▸ EXERCISE DESCRIPTION
Go through the listing below and gather every line with the word "Pelabur".
++++++
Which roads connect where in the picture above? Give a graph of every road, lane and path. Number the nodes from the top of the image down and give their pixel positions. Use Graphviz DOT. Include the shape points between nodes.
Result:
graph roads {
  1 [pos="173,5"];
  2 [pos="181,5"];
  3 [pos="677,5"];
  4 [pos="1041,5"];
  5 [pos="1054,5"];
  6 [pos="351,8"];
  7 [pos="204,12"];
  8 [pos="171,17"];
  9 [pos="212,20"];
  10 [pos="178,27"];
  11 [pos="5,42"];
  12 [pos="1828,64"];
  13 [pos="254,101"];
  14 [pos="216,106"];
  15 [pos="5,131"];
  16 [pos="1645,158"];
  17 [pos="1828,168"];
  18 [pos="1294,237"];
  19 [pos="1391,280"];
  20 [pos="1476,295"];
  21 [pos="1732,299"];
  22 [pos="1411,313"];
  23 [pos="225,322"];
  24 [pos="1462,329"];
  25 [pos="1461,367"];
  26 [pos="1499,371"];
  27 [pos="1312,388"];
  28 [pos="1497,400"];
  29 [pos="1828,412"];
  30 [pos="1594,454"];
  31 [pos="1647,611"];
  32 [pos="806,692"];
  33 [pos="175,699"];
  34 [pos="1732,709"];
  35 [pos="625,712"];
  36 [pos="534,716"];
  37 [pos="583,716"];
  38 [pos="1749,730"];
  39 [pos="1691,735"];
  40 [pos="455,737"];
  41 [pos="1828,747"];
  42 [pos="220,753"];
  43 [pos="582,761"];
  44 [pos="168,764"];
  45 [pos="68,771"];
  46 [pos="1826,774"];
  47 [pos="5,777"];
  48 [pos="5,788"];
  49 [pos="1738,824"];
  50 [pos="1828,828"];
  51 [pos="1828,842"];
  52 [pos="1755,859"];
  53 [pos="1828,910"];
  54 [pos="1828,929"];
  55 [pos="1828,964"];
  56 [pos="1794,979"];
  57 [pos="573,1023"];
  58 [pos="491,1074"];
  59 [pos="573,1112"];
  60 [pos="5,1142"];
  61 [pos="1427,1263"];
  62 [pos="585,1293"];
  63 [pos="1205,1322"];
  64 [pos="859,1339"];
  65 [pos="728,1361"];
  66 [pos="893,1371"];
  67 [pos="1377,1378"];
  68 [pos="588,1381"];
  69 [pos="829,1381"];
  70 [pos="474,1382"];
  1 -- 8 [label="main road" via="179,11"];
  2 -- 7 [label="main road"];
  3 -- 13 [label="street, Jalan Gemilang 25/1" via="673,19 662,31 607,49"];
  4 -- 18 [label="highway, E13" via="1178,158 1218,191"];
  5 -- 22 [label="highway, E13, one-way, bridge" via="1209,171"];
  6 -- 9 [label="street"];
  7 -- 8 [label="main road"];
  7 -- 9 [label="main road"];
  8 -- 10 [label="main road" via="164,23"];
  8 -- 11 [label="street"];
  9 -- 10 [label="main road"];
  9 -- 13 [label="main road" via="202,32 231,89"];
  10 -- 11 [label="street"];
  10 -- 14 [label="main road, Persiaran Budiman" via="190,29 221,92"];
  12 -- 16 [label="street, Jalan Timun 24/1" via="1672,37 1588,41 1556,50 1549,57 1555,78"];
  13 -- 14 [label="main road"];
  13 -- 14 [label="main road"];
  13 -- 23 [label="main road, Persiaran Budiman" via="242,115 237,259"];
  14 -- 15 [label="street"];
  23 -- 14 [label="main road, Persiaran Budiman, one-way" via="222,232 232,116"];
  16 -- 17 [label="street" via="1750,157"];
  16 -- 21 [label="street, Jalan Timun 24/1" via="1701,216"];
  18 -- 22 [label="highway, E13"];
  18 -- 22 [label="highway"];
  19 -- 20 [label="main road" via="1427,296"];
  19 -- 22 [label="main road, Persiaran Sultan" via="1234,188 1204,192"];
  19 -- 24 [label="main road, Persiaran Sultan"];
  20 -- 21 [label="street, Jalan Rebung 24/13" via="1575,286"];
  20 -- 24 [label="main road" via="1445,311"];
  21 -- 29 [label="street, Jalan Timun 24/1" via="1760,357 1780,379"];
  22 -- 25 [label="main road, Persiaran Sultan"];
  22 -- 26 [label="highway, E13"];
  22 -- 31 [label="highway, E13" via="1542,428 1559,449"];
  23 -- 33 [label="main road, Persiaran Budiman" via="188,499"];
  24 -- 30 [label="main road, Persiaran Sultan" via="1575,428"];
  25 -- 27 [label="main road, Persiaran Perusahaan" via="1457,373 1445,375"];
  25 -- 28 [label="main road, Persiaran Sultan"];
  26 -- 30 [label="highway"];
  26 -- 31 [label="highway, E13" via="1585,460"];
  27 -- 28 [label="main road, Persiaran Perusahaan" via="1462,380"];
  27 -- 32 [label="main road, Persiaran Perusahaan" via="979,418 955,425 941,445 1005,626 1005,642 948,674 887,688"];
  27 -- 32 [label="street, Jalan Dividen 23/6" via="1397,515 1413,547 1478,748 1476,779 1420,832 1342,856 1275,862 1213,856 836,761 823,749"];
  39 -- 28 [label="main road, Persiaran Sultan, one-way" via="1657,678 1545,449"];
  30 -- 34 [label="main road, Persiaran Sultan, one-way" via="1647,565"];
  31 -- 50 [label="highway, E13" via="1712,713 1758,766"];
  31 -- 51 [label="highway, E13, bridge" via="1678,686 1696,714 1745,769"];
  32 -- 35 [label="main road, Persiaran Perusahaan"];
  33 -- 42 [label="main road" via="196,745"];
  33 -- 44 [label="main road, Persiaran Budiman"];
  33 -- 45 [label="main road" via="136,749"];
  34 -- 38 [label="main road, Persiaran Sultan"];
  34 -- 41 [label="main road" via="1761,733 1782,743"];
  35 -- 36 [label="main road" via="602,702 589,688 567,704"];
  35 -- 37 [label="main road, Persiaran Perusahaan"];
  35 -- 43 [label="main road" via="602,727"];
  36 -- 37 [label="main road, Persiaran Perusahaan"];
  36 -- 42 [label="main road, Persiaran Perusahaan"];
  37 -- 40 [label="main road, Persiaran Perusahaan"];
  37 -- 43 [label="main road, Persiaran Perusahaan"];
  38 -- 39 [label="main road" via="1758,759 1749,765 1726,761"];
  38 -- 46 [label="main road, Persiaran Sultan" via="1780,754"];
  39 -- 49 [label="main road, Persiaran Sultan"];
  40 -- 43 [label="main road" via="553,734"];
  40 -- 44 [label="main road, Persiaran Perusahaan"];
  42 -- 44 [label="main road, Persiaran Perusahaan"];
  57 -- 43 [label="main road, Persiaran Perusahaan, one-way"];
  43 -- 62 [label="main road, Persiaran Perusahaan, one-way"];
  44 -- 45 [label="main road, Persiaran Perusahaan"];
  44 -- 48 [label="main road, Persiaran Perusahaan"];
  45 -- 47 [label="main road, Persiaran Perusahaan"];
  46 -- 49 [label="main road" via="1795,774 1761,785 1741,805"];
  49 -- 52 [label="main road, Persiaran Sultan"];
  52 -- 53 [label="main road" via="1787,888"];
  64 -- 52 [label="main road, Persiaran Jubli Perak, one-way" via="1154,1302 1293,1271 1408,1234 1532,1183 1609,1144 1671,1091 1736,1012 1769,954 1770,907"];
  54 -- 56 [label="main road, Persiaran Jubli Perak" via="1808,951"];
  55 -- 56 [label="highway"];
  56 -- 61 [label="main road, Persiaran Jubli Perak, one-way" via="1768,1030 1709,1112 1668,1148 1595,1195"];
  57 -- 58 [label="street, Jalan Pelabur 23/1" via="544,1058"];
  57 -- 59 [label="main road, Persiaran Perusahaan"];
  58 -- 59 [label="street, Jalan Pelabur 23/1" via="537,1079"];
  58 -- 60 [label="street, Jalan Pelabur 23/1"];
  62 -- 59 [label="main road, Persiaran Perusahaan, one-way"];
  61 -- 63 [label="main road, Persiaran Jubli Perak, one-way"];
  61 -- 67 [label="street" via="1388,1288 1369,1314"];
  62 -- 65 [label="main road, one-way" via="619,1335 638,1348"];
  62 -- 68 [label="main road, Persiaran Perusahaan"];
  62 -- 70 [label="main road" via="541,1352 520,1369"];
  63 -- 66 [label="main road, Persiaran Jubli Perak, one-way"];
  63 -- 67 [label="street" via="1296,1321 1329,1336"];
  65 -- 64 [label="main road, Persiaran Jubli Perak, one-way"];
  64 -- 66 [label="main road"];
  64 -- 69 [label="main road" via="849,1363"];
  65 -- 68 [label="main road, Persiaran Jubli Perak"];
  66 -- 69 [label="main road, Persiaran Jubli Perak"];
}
++++++
▸ RESPONSE BELOW
  57 -- 58 [label="street, Jalan Pelabur 23/1" via="544,1058"];
  58 -- 59 [label="street, Jalan Pelabur 23/1" via="537,1079"];
  58 -- 60 [label="street, Jalan Pelabur 23/1"];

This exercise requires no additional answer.